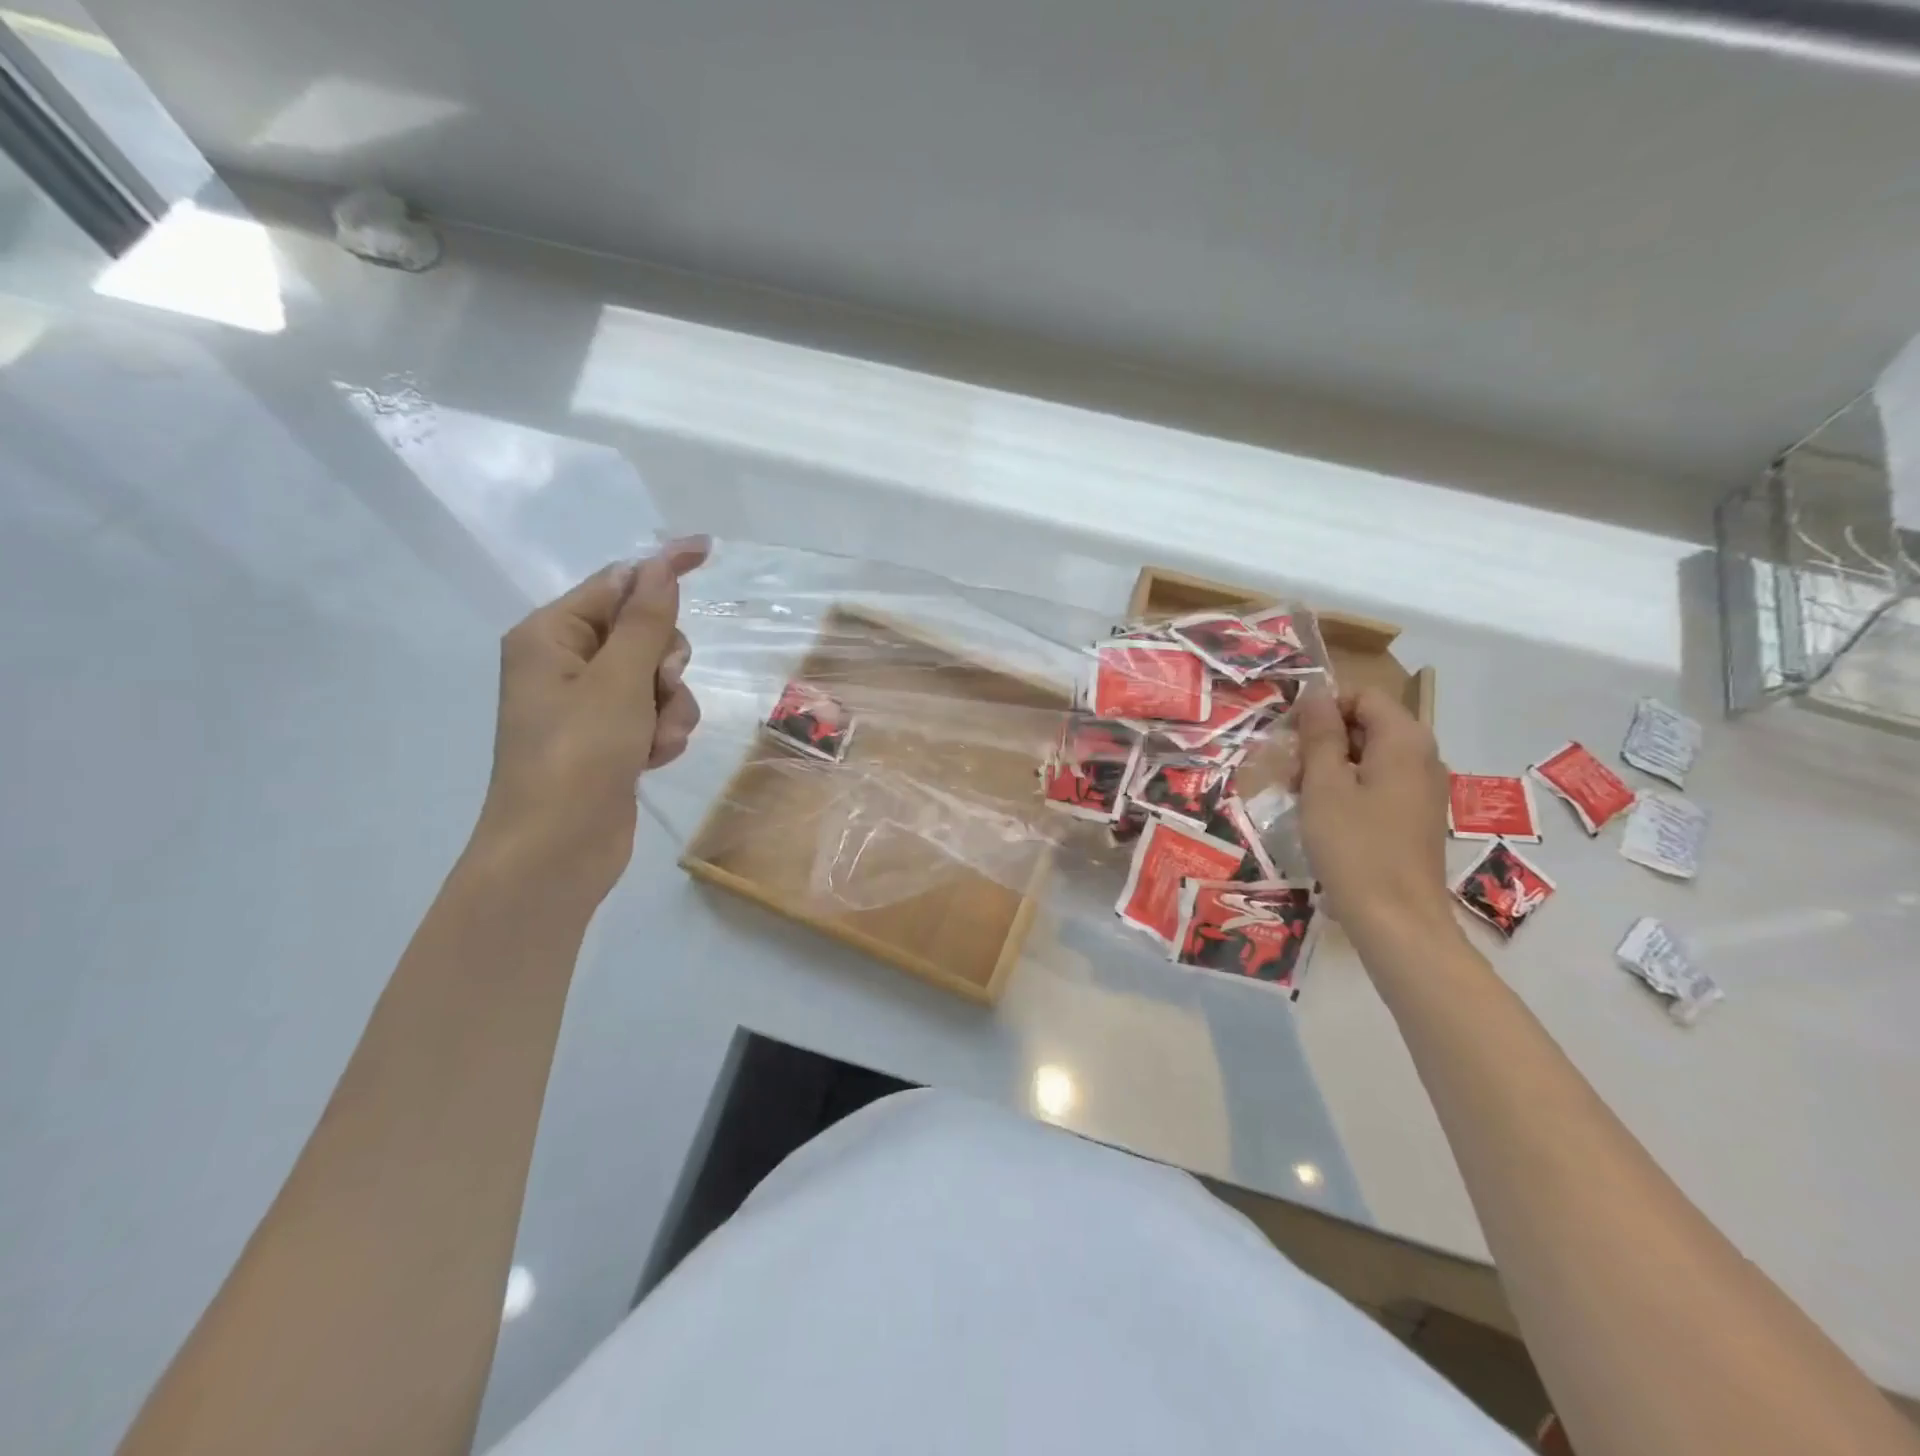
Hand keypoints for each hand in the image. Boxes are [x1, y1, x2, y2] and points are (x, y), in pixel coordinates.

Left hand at [473, 538, 708, 896]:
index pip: (617, 583)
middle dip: (664, 664)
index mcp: (551, 635)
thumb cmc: (578, 756)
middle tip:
○ ○ ○ ○
- **Task**
Exactly as written, return each line above and leave the pictures behind.

- **Result of this exercise**
Hand keypoints for each hand in the image. Boxes are [x1, y1, x2, y2] and points are (x, y), in pixel coordinates.

Left hand at [473, 538, 708, 896]:
index pip: (617, 583)
middle dip: (664, 664)
index mcp: (551, 635)
thumb cmc: (578, 756)
middle tip:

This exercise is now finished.